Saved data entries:
━━━━━━━━━━━━━━━━

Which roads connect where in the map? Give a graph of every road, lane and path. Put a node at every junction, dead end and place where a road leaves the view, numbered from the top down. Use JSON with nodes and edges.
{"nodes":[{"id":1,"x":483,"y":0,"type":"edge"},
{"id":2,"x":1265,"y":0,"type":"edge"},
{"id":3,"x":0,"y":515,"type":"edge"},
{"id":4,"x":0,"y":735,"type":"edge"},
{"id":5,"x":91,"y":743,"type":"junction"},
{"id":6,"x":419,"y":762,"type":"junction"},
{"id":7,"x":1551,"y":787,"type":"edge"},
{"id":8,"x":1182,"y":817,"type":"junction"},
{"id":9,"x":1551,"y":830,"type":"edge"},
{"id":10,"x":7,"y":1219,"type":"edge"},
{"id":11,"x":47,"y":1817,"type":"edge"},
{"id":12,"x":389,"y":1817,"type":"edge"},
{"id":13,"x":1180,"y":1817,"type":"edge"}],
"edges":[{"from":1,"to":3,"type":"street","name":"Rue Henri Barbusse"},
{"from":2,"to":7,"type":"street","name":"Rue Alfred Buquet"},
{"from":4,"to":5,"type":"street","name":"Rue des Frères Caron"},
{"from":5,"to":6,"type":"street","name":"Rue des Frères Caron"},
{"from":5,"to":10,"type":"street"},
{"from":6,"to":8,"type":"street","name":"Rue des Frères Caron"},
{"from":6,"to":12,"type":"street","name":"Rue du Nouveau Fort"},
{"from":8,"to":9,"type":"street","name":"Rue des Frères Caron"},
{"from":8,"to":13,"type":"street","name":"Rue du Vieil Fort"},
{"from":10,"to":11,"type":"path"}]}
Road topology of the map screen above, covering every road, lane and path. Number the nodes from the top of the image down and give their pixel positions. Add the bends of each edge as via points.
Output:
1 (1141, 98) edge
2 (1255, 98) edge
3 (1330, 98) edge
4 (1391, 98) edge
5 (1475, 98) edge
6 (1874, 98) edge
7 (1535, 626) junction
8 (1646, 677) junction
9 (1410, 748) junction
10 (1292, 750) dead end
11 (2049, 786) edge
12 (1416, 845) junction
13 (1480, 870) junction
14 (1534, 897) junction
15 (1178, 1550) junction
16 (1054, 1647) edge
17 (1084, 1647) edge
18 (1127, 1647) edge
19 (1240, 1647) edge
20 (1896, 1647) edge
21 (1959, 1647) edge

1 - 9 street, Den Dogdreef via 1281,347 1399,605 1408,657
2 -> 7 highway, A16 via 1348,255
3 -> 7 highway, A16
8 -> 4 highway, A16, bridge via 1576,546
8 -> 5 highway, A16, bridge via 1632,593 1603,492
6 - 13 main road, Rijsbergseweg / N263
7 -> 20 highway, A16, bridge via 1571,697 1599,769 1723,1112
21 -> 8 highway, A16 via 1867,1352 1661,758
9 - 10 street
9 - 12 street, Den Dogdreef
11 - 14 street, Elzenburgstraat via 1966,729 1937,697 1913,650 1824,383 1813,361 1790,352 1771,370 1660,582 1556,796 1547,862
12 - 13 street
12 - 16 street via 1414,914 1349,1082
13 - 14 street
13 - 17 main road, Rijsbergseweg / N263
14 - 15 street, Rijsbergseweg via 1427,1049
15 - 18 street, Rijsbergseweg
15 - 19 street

━━━━━━━━━━━━━━━━

▶ Aim of the task: Begin with the line that contains "Road topology of" and quote each line after it exactly, stopping after the last line of the data.

▶ Exercise output:
Road topology of the map screen above, covering every road, lane and path. Number the nodes from the top of the image down and give their pixel positions. Add the bends of each edge as via points.
Output:
1 (1141, 98) edge
2 (1255, 98) edge
3 (1330, 98) edge
4 (1391, 98) edge
5 (1475, 98) edge
6 (1874, 98) edge
7 (1535, 626) junction
8 (1646, 677) junction
9 (1410, 748) junction
10 (1292, 750) dead end
11 (2049, 786) edge
12 (1416, 845) junction
13 (1480, 870) junction
14 (1534, 897) junction
15 (1178, 1550) junction
16 (1054, 1647) edge
17 (1084, 1647) edge
18 (1127, 1647) edge
19 (1240, 1647) edge
20 (1896, 1647) edge
21 (1959, 1647) edge

1 - 9 street, Den Dogdreef via 1281,347 1399,605 1408,657
2 -> 7 highway, A16 via 1348,255
3 -> 7 highway, A16
8 -> 4 highway, A16, bridge via 1576,546
8 -> 5 highway, A16, bridge via 1632,593 1603,492
6 - 13 main road, Rijsbergseweg / N263
7 -> 20 highway, A16, bridge via 1571,697 1599,769 1723,1112
21 -> 8 highway, A16 via 1867,1352 1661,758
9 - 10 street
9 - 12 street, Den Dogdreef
11 - 14 street, Elzenburgstraat via 1966,729 1937,697 1913,650 1824,383 1813,361 1790,352 1771,370 1660,582 1556,796 1547,862
12 - 13 street
12 - 16 street via 1414,914 1349,1082
13 - 14 street
13 - 17 main road, Rijsbergseweg / N263
14 - 15 street, Rijsbergseweg via 1427,1049
15 - 18 street, Rijsbergseweg
15 - 19 street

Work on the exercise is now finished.